TABLE 4.5. Observed Lag Times for Various GoM Habitat Restoration Approaches

NOTE: Bathymetric modifications include dredged sediment placement, thin-layer sediment enhancement, and excavation of upland areas. Lag times between restoration implementation and functional equivalency of 3 years or less are shown in yellow shading; green shading indicates lag times of more than 3 years. GoM, Gulf of Mexico; SAV, submerged aquatic vegetation.

INTEGRATING CUMULATIVE EFFECTS AND ADAPTIVE MANAGEMENT INTO RESTORATION: NEXT STEPS

As noted above, cumulative effects at the estuary and sub-estuary scales have been observed in the GoM, but extensive and prolonged monitoring efforts were necessary for detection. Additionally, the strength of large external environmental drivers, pressures, or stressors (such as seal level rise or hurricanes) and the relatively small amount of area restored may have prevented the detection of beneficial effects of cumulative restoration at the Gulf-wide, regional, or state levels.

To better ensure detection of cumulative effects in restoration, several steps could be taken. At the project level, they could include identifying project-level metrics to support assessment of effects on a broader scale, utilizing consistent methodologies for collection and reporting of project-level metrics and ensuring that data are freely accessible and that metrics are available to facilitate assessment. At other levels, steps could include identifying other metrics or datasets that could support cumulative effects assessments, but may not be readily collected at the project scale. These include non-DWH restoration programs that are collecting data across large spatial and temporal scales.

Figure 4.3 outlines an approach for planning, implementing, assessing, and synthesizing cumulative effects of multiple restoration efforts in a defined geographic area. The use of an adaptive management strategy allows progress on implementation of restoration efforts to continue, even if all necessary information is not immediately known. For example, Step 2 asks whether adequate baseline environmental conditions are sufficiently known to assess change; if not, this step provides for the development of preliminary baseline estimates using existing data sources (Step 2a) that can be used to continue toward implementation. The adaptive management feedback loop allows reevaluation and adjustment of the restoration strategy as additional data and information are collected on environmental conditions, performance metrics, and comparison with baseline conditions.
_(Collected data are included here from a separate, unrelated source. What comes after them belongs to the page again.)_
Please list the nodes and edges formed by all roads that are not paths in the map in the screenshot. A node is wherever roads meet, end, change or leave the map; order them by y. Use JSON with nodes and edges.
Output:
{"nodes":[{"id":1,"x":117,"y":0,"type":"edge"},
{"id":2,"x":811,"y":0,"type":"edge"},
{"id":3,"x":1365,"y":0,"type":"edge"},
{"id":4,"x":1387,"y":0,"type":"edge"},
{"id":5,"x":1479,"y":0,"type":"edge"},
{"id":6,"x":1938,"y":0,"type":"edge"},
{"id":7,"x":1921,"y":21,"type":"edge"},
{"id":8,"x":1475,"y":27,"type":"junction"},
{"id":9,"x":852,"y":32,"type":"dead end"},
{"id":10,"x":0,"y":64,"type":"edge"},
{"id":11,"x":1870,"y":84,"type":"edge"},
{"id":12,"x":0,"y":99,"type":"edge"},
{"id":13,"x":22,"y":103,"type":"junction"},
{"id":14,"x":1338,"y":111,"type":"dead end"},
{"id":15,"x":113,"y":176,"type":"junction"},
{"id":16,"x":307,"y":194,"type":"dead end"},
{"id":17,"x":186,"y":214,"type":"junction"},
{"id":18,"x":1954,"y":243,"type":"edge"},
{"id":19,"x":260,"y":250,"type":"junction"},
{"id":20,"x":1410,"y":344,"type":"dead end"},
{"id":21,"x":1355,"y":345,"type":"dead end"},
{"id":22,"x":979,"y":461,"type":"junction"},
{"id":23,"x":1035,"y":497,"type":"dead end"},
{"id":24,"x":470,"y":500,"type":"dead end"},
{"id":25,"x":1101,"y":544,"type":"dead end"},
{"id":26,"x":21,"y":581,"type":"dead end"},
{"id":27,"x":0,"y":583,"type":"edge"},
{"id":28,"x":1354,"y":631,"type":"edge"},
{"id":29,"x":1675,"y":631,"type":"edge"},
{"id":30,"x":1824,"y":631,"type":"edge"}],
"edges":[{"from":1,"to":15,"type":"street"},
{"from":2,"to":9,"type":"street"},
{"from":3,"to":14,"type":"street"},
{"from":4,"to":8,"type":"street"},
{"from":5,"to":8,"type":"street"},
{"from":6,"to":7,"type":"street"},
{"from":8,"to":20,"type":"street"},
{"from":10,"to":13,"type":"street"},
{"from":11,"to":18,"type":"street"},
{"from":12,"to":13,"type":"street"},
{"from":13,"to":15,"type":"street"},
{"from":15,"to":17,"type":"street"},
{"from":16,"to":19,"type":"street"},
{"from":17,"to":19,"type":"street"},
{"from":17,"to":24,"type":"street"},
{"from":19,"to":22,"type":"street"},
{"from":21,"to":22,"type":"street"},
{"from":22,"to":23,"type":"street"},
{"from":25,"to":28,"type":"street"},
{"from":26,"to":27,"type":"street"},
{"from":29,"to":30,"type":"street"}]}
Key elements of the multiple lines of evidence discussed in Chapter 3 are used throughout this approach. In Step 1, the conceptual model incorporates potential synergistic and antagonistic effects, hot spots and hot

moments, and background trends, and develops restoration hypotheses. Step 2a uses historic data sources and literature review to help fill information gaps and allows progress to continue. Development of the restoration strategy in Step 3 can take into account one or more lines of evidence. Synthesis of changes in landscape-scale monitoring data to test restoration hypotheses and the use of data-driven models (see Chapter 3) are key elements in Step 4. Step 5 assesses the adequacy of existing lines of evidence and data to make restoration strategy decisions. The cycle is then repeated if necessary, starting with revising the original conceptual model with new information.